Pesquisadores acreditam que, do ponto de vista psíquico, pode haver um processo de luto pela perda da infância e insegurança diante das novas experiências para as quais a criança ainda não se vê totalmente preparada. 

Também podem ocorrer comparações constantes entre as características físicas e a idade cronológica, tanto pela criança, quanto pelos colegas, inibindo as interações sociais. Por isso, cuidadores e professores devem ficar atentos para que não haja isolamento nem bullying. 

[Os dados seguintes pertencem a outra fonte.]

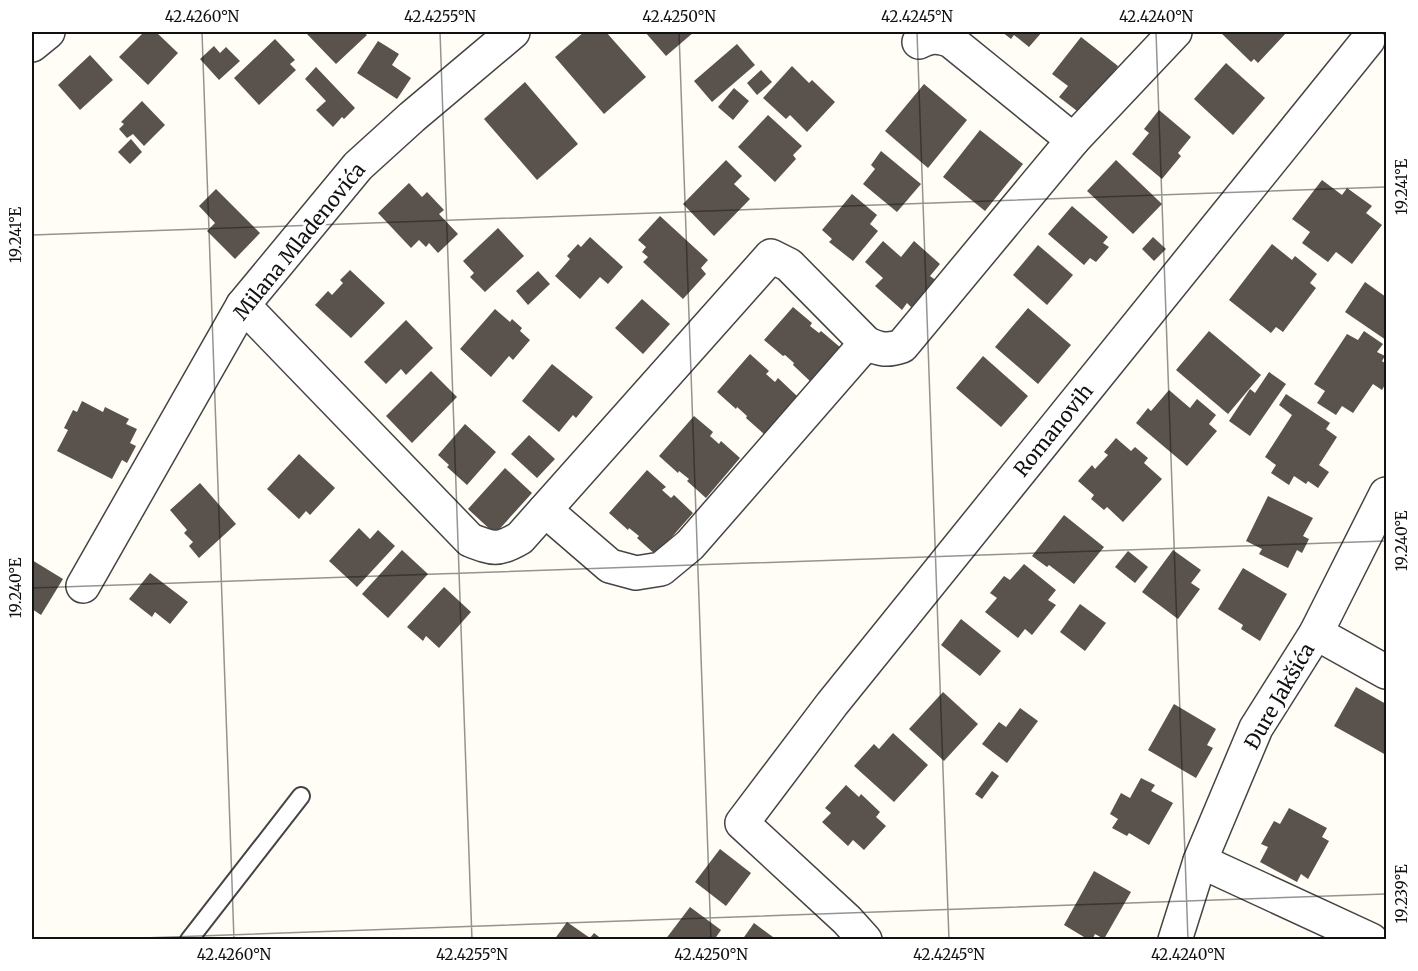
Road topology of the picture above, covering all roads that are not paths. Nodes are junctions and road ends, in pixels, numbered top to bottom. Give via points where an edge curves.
1 (48, 32) edge
2 (513, 32) edge
3 (1175, 32) edge
4 (919, 42) dead end
5 (1371, 44) edge
6 (32, 45) edge
7 (1073, 140) junction
8 (243, 305) junction
9 (866, 343) junction
10 (1386, 494) edge
11 (545, 510) junction
12 (1377, 537) edge
13 (83, 586) dead end
14 (1316, 633) junction
15 (1386, 672) edge
16 (301, 796) dead end
17 (1200, 861) junction
18 (189, 939) edge
19 (865, 939) edge
20 (1176, 939) edge
21 (1371, 939) edge

1 - 6 street
2 - 8 street, Milana Mladenovića via 358,166
3 - 7 street
4 - 7 street via 930,36 951,41
5 - 19 street, Romanovih via 832,704 742,823
7 - 9 street via 902,346 880,350
8 - 11 street via 470,540 503,548 520,538
8 - 13 street, Milana Mladenovića
9 - 11 street via 690,545 661,569 636,573 610,566
9 - 11 street via 789,266 771,256
10 - 12 street, Đure Jakšića
12 - 14 street, Đure Jakšića
14 - 15 street
14 - 17 street, Đure Jakšića via 1256,728
16 - 18 lane
17 - 20 street, Đure Jakšića
17 - 21 street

Veja algumas dicas para mães e pais ajudarem a criança a lidar com a puberdade precoce:

  • Converse honestamente sobre o que está ocorrendo no corpo da criança;
  • Explique que a puberdade se iniciou antes, mas chega para todos; 
  • Incentive a criança a se aceitar e a valorizar as qualidades que possui;
  • Para aumentar a autoestima, dê feedbacks positivos e contraponha comentários negativos que ela possa ter ouvido; 
  • Tente estabelecer um diálogo aberto sobre comportamentos, valores e escolhas;
  • Coloque-se à disposição para esclarecer dúvidas, inclusive as de cunho sexual, e fale dos assuntos com naturalidade;
  • Incentive a criança a falar dos sentimentos e a perceber que todos passam por mudanças, dilemas e desafios;
  • Oriente sobre medidas de autocuidado (uso de absorventes, desodorante etc.);
  • Para ficar mais confortável com o corpo, saia com ela para comprar novas roupas, acessórios e produtos de higiene, se puder;
  • Use livros e filmes para falar sobre as mudanças no corpo e na mente;
  • Incentive a participação em atividades que possam aumentar a autoestima (esportes, artes, oficinas, lazer);
  • Caso a criança não queria se abrir, procure apoio profissional de um psicólogo.